**HOW TO COMPLETE THIS TASK**
Exclude the images, then return every line below exactly as written.

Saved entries
·····

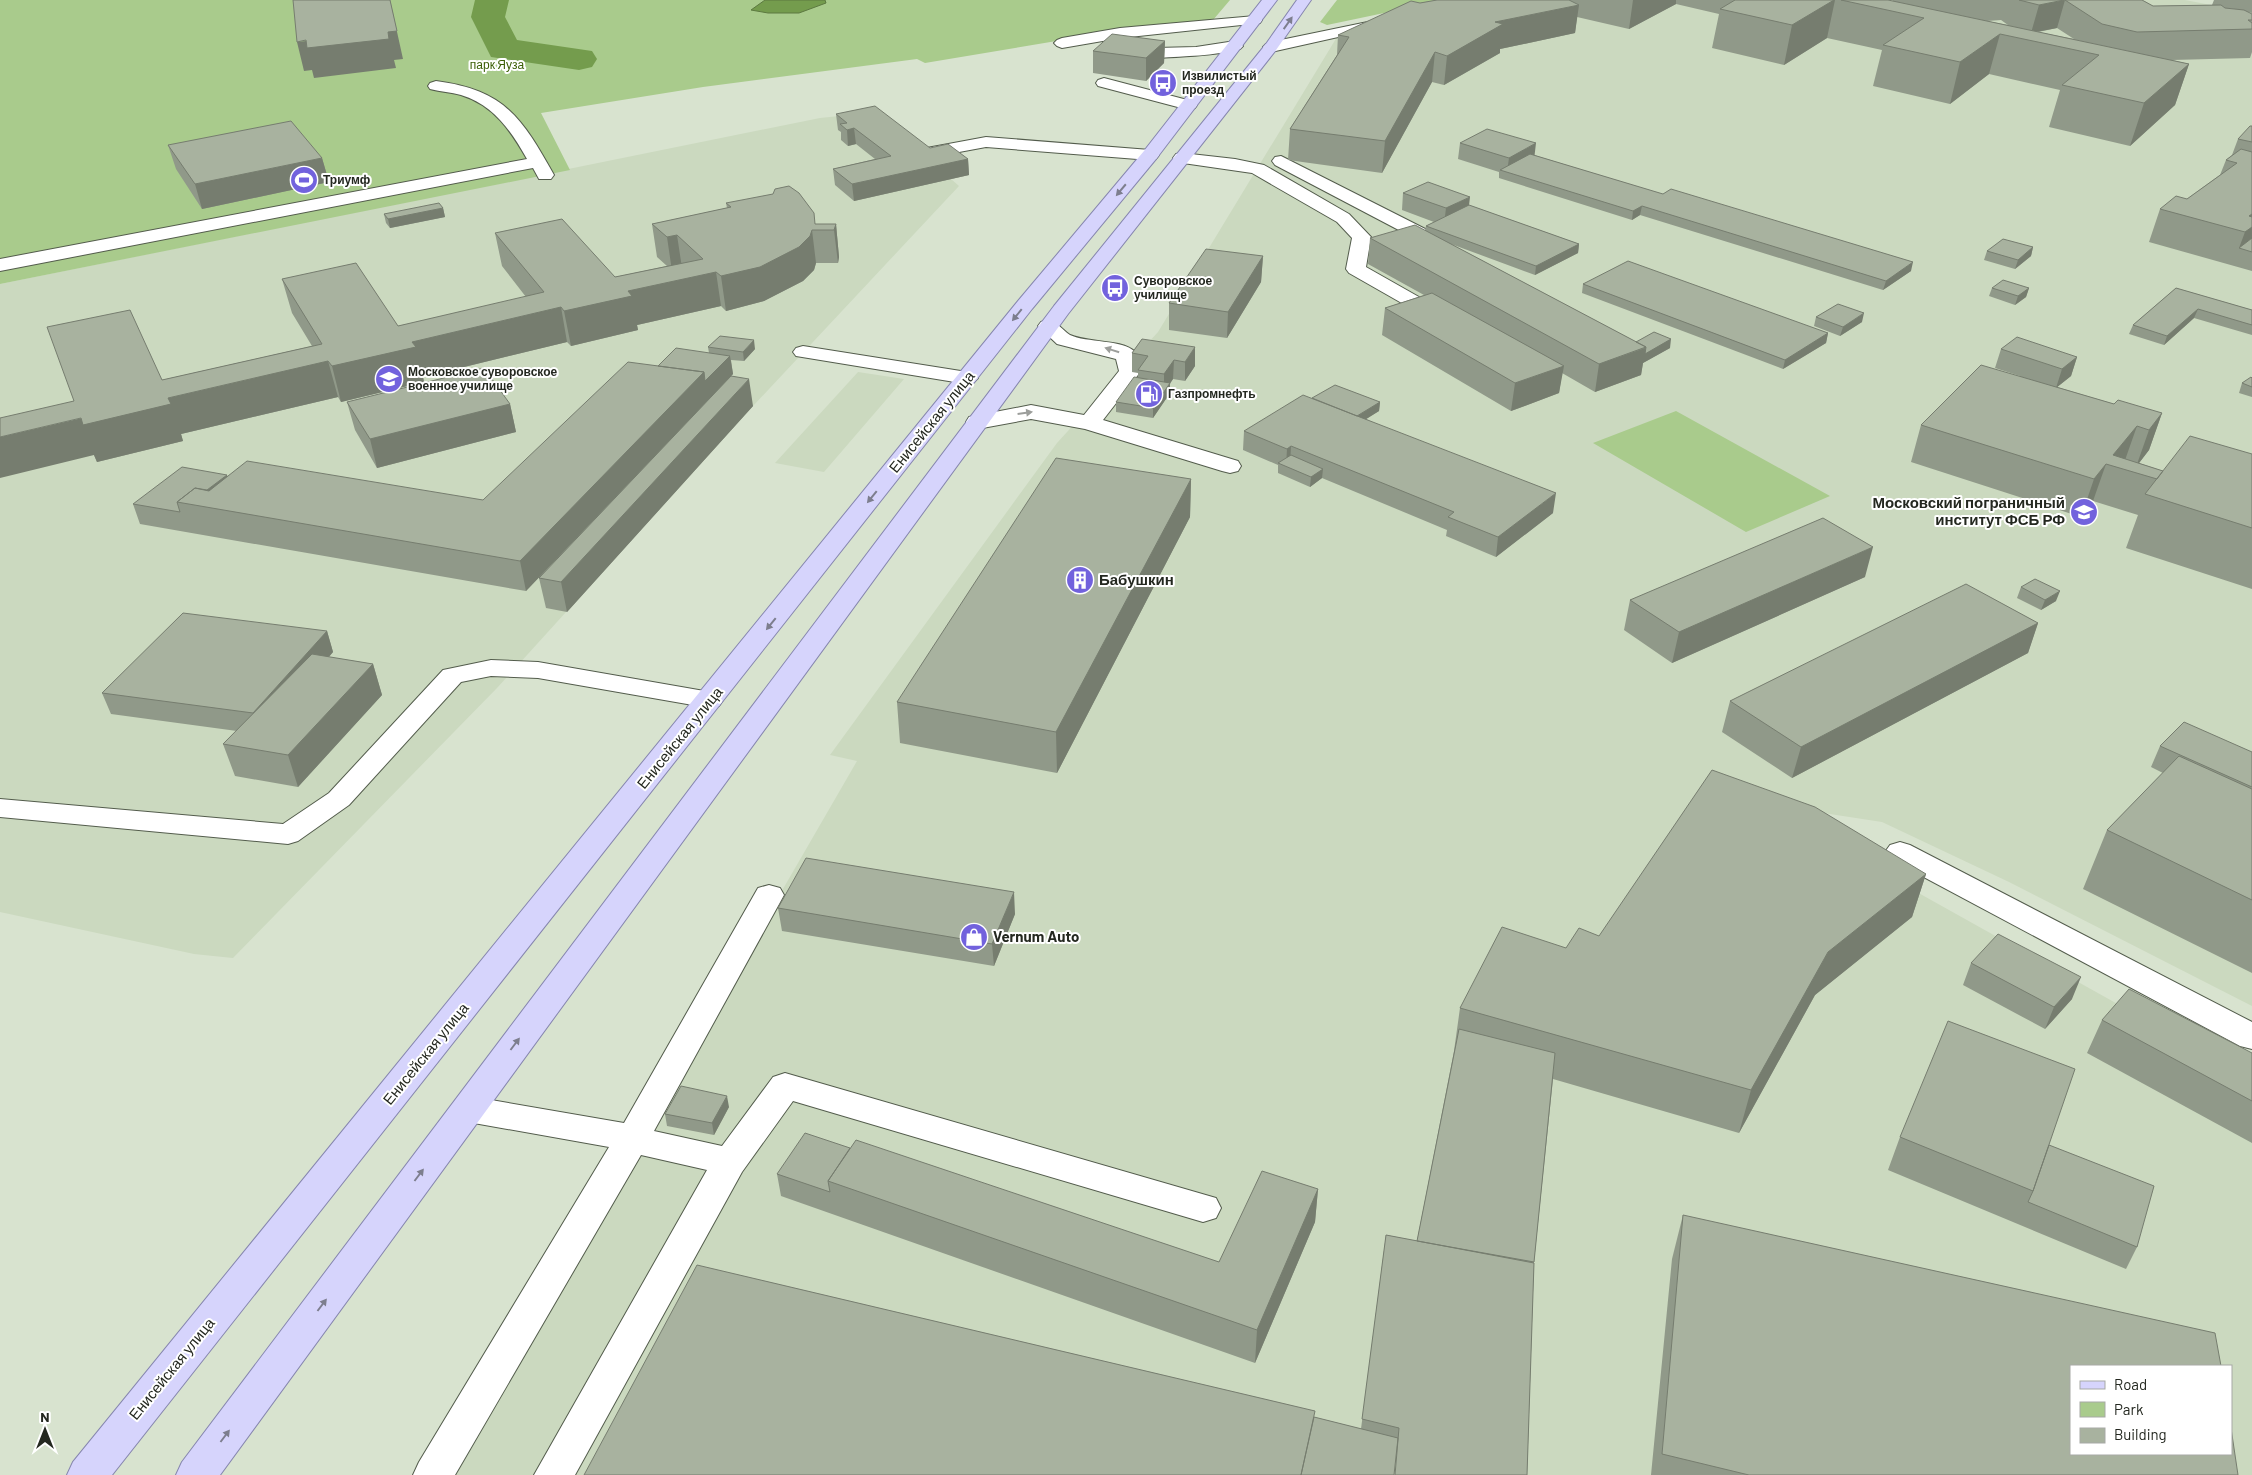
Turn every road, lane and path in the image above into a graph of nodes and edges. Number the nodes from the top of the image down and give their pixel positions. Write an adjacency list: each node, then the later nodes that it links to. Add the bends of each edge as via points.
1 (1304, 0): 6 (main road, one-way to 1)
2 (1262, 10): 4 (street); 5 (main road, Енисейская улица)
3 (1397, 20): 6 (street)
4 (1062, 43)
5 (1235, 46): 7 (street); 10 (main road, Енисейская улица)
6 (1271, 47): 11 (main road)
7 (1140, 56)
8 (1104, 83): 10 (street)
9 (436, 86): 15 (street, via 486,98 497,106 542,168)
10 (1189, 105): 12 (main road, Енисейская улица)
11 (1185, 154): 14 (street, via 1276,159); 16 (main road); 17 (street, via 1258,169 1343,218 1362,237 1356,269)
12 (1150, 155): 13 (street, via 986,142); 19 (main road, Енисейская улица, one-way to 19)
13 (904, 158)
14 (1454, 251)
15 (0, 265)
16 (1048, 326): 20 (main road); 21 (street, one-way to 16, via 1130,370 1126,355 1064,340)
17 (1460, 328)
18 (803, 352): 19 (street)
19 (968, 378): 23 (main road, Енисейская улица, one-way to 23)
20 (977, 422): 21 (street, one-way to 21, via 1031,412); 28 (main road, one-way to 20)
21 (1089, 423): 22 (street)
22 (1230, 466)
23 (710, 700): 24 (street, via 538,670 492,668 452,676 339,799 288,834); 32 (main road, Енисейская улица)
24 (0, 808)
25 (1900, 852): 27 (street)
26 (769, 895): 29 (street)
27 (2252, 1037)
28 (468, 1109): 29 (street); 33 (main road, one-way to 28)
29 (633, 1138): 30 (street); 34 (street)
30 (730, 1162): 31 (street, via 785,1086); 35 (street)
31 (1203, 1208)
32 (87, 1475)
33 (196, 1475)
34 (433, 1475)
35 (554, 1475)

·····

**ANSWER AREA**
Turn every road, lane and path in the image above into a graph of nodes and edges. Number the nodes from the top of the image down and give their pixel positions. Write an adjacency list: each node, then the later nodes that it links to. Add the bends of each edge as via points.
1 (1304, 0): 6 (main road, one-way to 1)
2 (1262, 10): 4 (street); 5 (main road, Енисейская улица)
3 (1397, 20): 6 (street)
4 (1062, 43)
5 (1235, 46): 7 (street); 10 (main road, Енисейская улица)
6 (1271, 47): 11 (main road)
7 (1140, 56)
8 (1104, 83): 10 (street)
9 (436, 86): 15 (street, via 486,98 497,106 542,168)
10 (1189, 105): 12 (main road, Енисейская улица)
11 (1185, 154): 14 (street, via 1276,159); 16 (main road); 17 (street, via 1258,169 1343,218 1362,237 1356,269)
12 (1150, 155): 13 (street, via 986,142); 19 (main road, Енисейская улица, one-way to 19)
13 (904, 158)
14 (1454, 251)
15 (0, 265)
16 (1048, 326): 20 (main road); 21 (street, one-way to 16, via 1130,370 1126,355 1064,340)
17 (1460, 328)
18 (803, 352): 19 (street)
19 (968, 378): 23 (main road, Енисейская улица, one-way to 23)
20 (977, 422): 21 (street, one-way to 21, via 1031,412); 28 (main road, one-way to 20)
21 (1089, 423): 22 (street)
22 (1230, 466)
23 (710, 700): 24 (street, via 538,670 492,668 452,676 339,799 288,834); 32 (main road, Енисейская улица)
24 (0, 808)
25 (1900, 852): 27 (street)
26 (769, 895): 29 (street)
27 (2252, 1037)
28 (468, 1109): 29 (street); 33 (main road, one-way to 28)
29 (633, 1138): 30 (street); 34 (street)
30 (730, 1162): 31 (street, via 785,1086); 35 (street)
31 (1203, 1208)
32 (87, 1475)
33 (196, 1475)
34 (433, 1475)
35 (554, 1475)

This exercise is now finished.